This sort of crisis mood can come into just about any aspect of life.

Financial

Financial survival mode looks like this: You try to at least pay the minimum payment on your credit cards, you’re probably renting, and you run out of money by the time the next paycheck comes. You aren’t quite sure what you spent the money on, but you’re too busy to find out and you definitely don’t have an emergency fund so even if you do succeed in paying your credit cards off, if you have to call the plumber, you’re right back where you started: paying interest on credit card loans.

The first step is to choose to believe that you don’t have to live that way. The second step is to sit down with your spouse if you’re married or if you’re single by yourself with a friend who knows about money or a financial advisor if you can get one, and figure out what your goal is. Your goals will depend on who you are. It could be anything from, “we will be debt free by next Christmas” or “we will be in position to open our own home in three years,” to “I want to start a business that provides all the income we need in five years.”

Then, once you’ve determined what your goal is, make a plan to reach it. Divide it up into actionable steps. Schedule them. And most importantly, plan how you will keep checking your progress. It could be as simply as putting a monthly reminder on your calendar to see if you are making the progress you want.

This book could get you started in the right direction: Why smart people do stupid things with money.

Marriage

Working with your goals in mind is particularly important in a relationship. It’s easy to end up going through the motions of married life, if you don’t remind yourself what you’re trying to accomplish. Presumably you got married so that you could help each other be happy together. Maybe you didn’t think it out quite like that beforehand, but that’s generally why people want to get married. And so if you start taking each other for granted, bickering over chores, or just feeling unappreciated or upset in general, it’s likely that the real problem is that you’ve lost sight of your goal.

The steps for this are the same:

First, recognize that you don’t have to live that way. Assuming that you and your spouse are sane, decent human adults, you should be able to work out a plan together to help each other be happy, and then execute that plan.

Secondly, block out some time to be alone and sit down together and discuss the things that are bothering you. Seriously, do it. If you need a babysitter get one. (If you can’t afford it, do it anyway, and add money goals to your discussion. It’s that important.) If the kids have to eat junk food and watch cartoons one night, or if you have to call in three favors from your sister in law, just do it. And then drink some wine, eat some chocolate, listen to some music, whatever it takes to be in a good mood, and talk it out with your spouse.
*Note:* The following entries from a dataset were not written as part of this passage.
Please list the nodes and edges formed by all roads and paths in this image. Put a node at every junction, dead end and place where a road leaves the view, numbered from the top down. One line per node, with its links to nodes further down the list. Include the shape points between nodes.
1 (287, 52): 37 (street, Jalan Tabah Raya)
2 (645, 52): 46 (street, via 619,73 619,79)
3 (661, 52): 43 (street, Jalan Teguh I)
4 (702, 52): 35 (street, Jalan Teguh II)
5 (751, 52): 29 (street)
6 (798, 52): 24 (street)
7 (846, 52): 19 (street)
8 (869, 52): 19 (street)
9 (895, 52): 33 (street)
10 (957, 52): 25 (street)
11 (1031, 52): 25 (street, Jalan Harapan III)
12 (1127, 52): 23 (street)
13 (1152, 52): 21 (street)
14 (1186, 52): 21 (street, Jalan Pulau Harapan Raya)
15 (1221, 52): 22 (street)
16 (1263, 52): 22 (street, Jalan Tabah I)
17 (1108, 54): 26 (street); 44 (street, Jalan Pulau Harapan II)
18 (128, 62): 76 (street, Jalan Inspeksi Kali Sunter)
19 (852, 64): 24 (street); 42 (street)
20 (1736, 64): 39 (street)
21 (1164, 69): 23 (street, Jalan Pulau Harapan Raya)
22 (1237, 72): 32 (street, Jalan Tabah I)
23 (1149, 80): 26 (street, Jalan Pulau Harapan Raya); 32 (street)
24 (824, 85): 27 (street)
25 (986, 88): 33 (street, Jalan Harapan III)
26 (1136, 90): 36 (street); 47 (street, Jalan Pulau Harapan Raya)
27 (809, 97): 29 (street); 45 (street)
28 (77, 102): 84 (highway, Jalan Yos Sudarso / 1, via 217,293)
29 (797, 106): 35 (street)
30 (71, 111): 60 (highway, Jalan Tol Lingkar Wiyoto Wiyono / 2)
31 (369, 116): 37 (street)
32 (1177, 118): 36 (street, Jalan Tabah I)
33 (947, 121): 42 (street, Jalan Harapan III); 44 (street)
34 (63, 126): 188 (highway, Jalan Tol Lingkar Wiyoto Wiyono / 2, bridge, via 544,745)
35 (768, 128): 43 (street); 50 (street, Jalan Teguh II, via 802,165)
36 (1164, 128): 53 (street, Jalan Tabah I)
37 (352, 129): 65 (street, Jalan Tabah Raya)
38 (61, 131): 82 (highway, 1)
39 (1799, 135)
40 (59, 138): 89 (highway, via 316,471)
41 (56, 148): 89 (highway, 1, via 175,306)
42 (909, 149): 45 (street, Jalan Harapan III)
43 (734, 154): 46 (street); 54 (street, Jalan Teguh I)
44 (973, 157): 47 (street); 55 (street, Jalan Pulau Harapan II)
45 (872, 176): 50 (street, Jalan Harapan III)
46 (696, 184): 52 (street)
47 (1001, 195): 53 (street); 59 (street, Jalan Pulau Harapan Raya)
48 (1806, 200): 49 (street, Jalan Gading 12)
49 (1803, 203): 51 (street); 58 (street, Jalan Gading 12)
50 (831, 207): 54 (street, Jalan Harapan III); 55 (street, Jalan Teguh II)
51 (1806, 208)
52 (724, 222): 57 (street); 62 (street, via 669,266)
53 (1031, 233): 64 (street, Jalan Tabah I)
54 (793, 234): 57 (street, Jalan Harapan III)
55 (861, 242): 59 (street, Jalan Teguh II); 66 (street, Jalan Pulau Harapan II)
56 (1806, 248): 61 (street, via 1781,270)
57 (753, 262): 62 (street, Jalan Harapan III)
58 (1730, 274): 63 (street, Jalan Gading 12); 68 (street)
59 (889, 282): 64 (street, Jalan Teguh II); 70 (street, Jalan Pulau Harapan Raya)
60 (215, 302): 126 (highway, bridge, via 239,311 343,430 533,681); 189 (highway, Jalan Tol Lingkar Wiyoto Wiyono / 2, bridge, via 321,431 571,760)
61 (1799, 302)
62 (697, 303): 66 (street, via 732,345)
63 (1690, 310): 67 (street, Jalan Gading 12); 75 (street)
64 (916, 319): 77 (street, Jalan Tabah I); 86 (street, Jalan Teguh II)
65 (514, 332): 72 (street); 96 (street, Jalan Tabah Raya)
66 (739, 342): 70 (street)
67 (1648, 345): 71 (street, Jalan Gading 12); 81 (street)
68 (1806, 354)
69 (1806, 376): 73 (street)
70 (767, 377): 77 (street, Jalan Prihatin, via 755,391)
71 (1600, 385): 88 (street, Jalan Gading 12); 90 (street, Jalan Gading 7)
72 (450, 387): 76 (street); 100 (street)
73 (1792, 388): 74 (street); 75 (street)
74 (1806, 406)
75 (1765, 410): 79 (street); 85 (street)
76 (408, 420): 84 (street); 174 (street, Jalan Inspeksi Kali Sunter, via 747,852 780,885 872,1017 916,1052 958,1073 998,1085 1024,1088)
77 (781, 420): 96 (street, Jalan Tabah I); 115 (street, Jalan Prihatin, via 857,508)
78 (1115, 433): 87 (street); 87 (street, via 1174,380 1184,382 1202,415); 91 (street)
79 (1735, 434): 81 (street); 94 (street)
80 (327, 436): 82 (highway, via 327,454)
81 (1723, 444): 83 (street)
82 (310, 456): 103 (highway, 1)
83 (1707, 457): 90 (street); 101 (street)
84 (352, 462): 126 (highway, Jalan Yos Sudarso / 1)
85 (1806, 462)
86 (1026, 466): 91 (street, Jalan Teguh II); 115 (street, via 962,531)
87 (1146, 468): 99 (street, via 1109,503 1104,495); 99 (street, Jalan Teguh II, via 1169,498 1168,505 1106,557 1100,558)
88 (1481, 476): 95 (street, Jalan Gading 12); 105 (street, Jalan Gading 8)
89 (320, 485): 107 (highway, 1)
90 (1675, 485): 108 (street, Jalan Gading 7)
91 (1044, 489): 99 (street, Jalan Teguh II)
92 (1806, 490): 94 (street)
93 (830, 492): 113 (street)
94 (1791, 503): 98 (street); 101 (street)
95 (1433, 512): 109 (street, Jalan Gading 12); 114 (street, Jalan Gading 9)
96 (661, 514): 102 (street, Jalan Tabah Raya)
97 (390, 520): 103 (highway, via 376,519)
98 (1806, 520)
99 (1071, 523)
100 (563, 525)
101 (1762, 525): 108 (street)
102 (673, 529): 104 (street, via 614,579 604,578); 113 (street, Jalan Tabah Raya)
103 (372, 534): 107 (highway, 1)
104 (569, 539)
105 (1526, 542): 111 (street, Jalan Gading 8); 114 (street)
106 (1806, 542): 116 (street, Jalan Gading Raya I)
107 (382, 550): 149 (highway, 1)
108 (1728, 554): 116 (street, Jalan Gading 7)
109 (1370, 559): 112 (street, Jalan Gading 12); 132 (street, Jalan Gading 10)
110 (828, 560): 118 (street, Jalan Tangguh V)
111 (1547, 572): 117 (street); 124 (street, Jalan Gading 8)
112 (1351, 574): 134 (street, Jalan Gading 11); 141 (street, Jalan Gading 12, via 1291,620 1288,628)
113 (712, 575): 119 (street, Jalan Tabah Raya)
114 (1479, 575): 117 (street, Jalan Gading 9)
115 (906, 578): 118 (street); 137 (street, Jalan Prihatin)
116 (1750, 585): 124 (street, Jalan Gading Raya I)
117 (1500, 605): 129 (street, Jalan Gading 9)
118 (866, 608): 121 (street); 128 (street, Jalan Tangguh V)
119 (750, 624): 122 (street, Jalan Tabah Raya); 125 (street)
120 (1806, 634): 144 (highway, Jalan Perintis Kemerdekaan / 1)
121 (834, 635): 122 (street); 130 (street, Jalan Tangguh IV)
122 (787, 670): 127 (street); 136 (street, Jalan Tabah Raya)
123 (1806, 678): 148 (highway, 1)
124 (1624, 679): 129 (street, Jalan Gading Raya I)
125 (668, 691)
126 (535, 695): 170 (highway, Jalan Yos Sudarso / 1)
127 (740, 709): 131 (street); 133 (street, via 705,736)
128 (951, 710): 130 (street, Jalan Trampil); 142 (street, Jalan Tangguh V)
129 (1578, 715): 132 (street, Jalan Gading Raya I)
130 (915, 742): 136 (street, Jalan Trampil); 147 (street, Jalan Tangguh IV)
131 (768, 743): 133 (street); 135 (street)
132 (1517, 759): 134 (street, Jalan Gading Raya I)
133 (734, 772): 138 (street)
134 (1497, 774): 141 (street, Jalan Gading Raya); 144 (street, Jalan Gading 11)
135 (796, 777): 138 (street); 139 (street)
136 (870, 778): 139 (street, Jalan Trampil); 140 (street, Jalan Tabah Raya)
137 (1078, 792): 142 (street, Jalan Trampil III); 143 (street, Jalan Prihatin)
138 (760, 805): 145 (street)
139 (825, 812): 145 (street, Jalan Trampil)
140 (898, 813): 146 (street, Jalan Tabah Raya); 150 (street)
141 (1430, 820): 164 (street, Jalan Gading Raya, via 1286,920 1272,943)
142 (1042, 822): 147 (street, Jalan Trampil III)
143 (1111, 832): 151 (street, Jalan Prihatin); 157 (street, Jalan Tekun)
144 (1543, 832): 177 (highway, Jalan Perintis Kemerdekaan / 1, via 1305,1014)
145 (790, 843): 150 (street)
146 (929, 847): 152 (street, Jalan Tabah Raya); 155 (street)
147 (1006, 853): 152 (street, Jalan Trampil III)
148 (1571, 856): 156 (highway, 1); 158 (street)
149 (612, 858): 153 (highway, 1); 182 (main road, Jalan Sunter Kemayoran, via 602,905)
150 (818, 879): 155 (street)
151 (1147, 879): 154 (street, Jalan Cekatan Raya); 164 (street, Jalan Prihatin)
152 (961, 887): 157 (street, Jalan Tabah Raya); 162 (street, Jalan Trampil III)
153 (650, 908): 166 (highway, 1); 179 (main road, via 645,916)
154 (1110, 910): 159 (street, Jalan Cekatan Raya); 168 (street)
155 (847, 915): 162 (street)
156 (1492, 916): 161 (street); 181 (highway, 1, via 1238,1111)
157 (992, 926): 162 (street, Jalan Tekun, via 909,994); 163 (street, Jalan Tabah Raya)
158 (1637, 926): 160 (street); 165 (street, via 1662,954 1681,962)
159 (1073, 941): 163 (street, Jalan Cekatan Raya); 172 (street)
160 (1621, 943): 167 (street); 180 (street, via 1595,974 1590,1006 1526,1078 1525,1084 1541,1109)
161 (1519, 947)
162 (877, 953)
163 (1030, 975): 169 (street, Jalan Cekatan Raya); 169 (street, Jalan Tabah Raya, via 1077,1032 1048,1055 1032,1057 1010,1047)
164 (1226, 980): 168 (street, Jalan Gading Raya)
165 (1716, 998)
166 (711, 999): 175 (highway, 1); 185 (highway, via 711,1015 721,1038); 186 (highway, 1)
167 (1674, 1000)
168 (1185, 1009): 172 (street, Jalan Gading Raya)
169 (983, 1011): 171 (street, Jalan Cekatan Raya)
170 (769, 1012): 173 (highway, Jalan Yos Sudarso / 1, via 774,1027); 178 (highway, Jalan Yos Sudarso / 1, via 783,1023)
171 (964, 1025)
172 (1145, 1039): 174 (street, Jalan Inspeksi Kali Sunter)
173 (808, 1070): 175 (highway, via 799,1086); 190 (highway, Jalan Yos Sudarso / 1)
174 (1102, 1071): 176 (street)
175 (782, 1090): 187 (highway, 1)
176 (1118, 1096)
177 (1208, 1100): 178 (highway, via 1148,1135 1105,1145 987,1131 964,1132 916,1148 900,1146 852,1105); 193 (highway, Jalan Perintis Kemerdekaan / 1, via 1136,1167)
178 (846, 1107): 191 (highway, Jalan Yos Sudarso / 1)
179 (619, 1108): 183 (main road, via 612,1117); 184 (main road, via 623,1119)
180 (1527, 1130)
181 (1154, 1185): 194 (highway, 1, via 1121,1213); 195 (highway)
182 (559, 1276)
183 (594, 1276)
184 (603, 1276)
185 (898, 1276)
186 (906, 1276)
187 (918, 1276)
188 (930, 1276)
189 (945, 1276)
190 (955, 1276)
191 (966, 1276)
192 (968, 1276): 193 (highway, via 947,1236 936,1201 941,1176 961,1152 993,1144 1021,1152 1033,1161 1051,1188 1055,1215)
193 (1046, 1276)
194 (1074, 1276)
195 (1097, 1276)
I highly recommend the marriage meeting format. It’s simple and really helps the conversation be productive. (My husband and I have been doing them every week for at least a year now, and we recommend it to all our friends.)

And finally, come up with a plan to reach your goal. Set up actionable steps, schedule them. One good step might be scheduling time for intentional communication, like a weekly marriage meeting. Or scheduling fun things to do together–dates don’t have to be expensive. Or getting the kitchen sink fixed… whatever you decide will help you make each other happy.

And then follow through on your plan.

Parenting:

Survival mode parenting, also known as reactive parenting, looks like lots of stress, yelling, and chaos. The kids are always doing something unacceptable, and you’re always tearing your hair out and yelling at them. You probably resort to screens frequently to keep them quiet, and if you don’t, you’re likely constantly sending one or more of them to their rooms. You can’t stand their behavior, but they don’t seem to change no matter what you do. You yell and punish and cry, but they never seem to get any better. If anything they get worse and worse.

Parenting will always be stressful. Children are difficult– that’s just the way it is, but there’s no reason why it has to be absolute misery all day every day. There is no virtue in being miserable. American parents seem to feel that they have to be stressed and overworked or else they’re just not doing their jobs. Which is completely baloney. Following a vocation, like marriage and parenting, should make us happier. If we’re constantly miserable, we’re likely doing something wrong.

So first of all, tell yourself that you don’t have to be miserable. Sleep deprivation might be inevitable at certain stages in your children’s development, but long-term misery should never be required.

Then, sit down (with your spouse if possible) and figure out two things: what kind of people you are trying to raise your children into, and what exactly is making you miserable.

As far as the first question goes, you might think that you already know the answer: well, obviously I want my kids to be good people. But that’s not specific enough. There’s a lot of ways of being good people. You have to choose a few traits that are extra important to you. My husband and I want to raise children who are confident, resourceful, and truth-seeking. Some people prioritize kindness or generosity above everything else and tailor their parenting techniques for those goals. There is no one right answer.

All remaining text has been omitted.